By
Harry Mills
THE LAST PERFORMANCE
And, as she garbled her linguistic gymnastics
of insincere Biblical offerings
the steel grey haired lady vicar
glanced down at her margin notes
to recall the forgotten name of the dearly beloved
penciled on the memorial card
with soft focus vignette photo of the deceased
fresh off the printer’s Heidelberg
whose imprint was just one point smaller
than the closing Amen
then, the men raised the coffin
slowly shuffling down the isle to the awaiting
incinerator, accompanied by a Bach recorded rendition
towards the waiting ruby-red tasseled curtains
that opened theatrically, like a Punch & Judy show
THE ROXY CINEMA
Mock baroque sweeping staircase
turning slowly to the gods
treading the threadbare burgundy Wilton
pockmarked with blackened chewing gum
between the singed Woodbine craters
held as tight as corsets with brass stair rods
below the flaking wall of signed idols
of Victor Mature’s wet dribbling lip
and Errol Flynn’s raised eyebrow
pointing to the balcony toilets
that wreaked of piss-soaked dimps
that circled, as sharks, in the blocked urinals
BENNY’S RED BUS
Up the Oldham Road
unfolding, smog choking, his knackered gear box
rattling as a pulpit priest’s fear
shaking shit out of the brass screwed warnings
of spitting and smoking
as the leather pouched collector
uncoiled the sage green serrated sugar-paper tickets
to old ladies, with opened knees, covered
by leatherette shopping bags, like black sporrans
peering through ocher smoked polluted windows
on Benny’s red bus
NO RETENTION
No retention
as the once safe cloud of family, passes
shrivels, dies in the sky, then buried in paupers graves
and old photos in biscuit tins, static smiles
through a Kodak, of a forgotten garden party, cease
and i’m ten years old in the back yard
wall bricks of mud burn summer colours
the mortar crumbles and departs with the help of my nail
uncles, unknown, un-named with tightly rolled-up sleeves
flex their faded war tattoos, breathing Woodbine breath
and the zinc bath hung from a wall beside the karzie, rests
this was the year my feet dangled over the back wall
watching priests in black performing magic to the dying
and young girls hiding love bites scurrying to the cotton mills
CROSSING THE CHASM
The eggs of quails, like Bedouin’s creamy cold peals
Roll the turning tongue’s treasure of twirled Burgundy
Feeding the absent senses of a kindled light perpetual
In a Southern night of toothless soothsayer’s prophesies
Of an open fingered outstretched withered hand
That will sooth life’s bended brow of a troubled ending
Crossing the chasm of spilt wine and fumbled pearls
Harry is wrong of course, he didn't fail every exam in the world.
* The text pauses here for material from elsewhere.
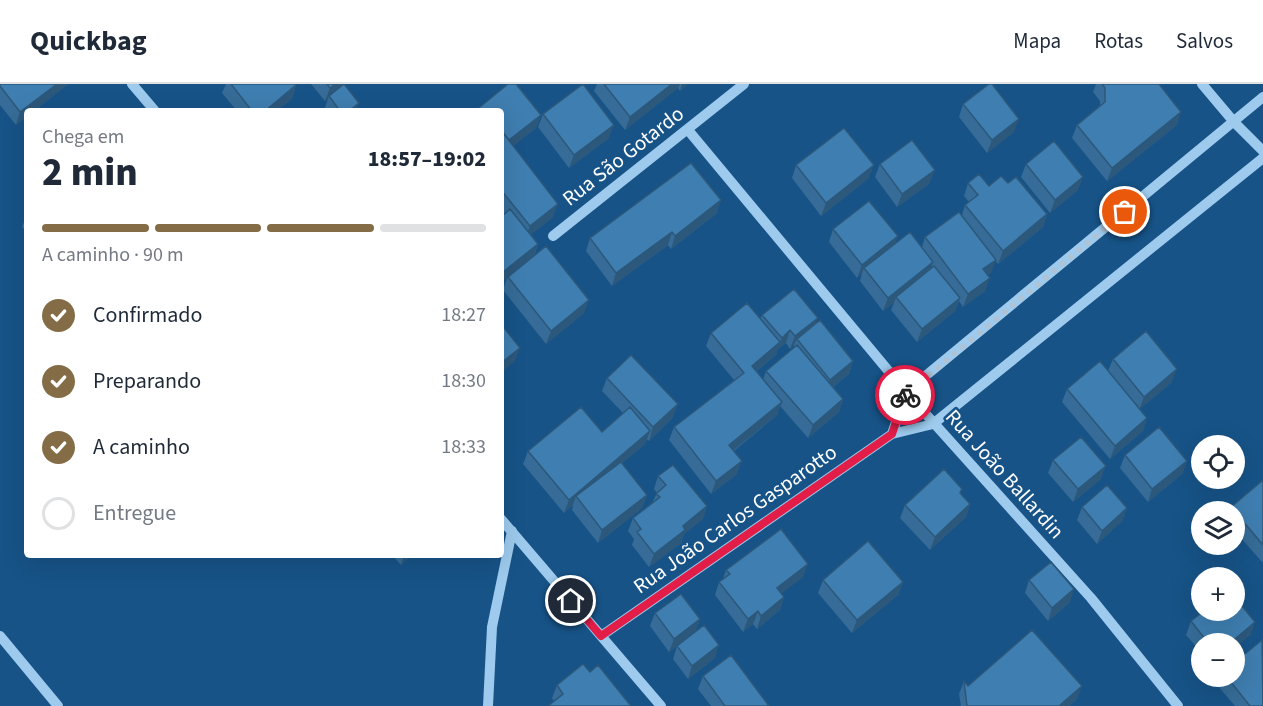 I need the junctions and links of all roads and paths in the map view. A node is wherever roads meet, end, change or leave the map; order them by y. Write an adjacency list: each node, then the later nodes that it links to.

I examined him at Oldham Municipal Art School in 1958 and he seemed perfectly sound to me. Tony Prince. Bray, England.
"watching priests in black performing magic to the dying and young girls hiding love bites scurrying to the cotton mills" . Loved the Interesting effects and juxtaposition. Harry, your bio is humorous and full of style.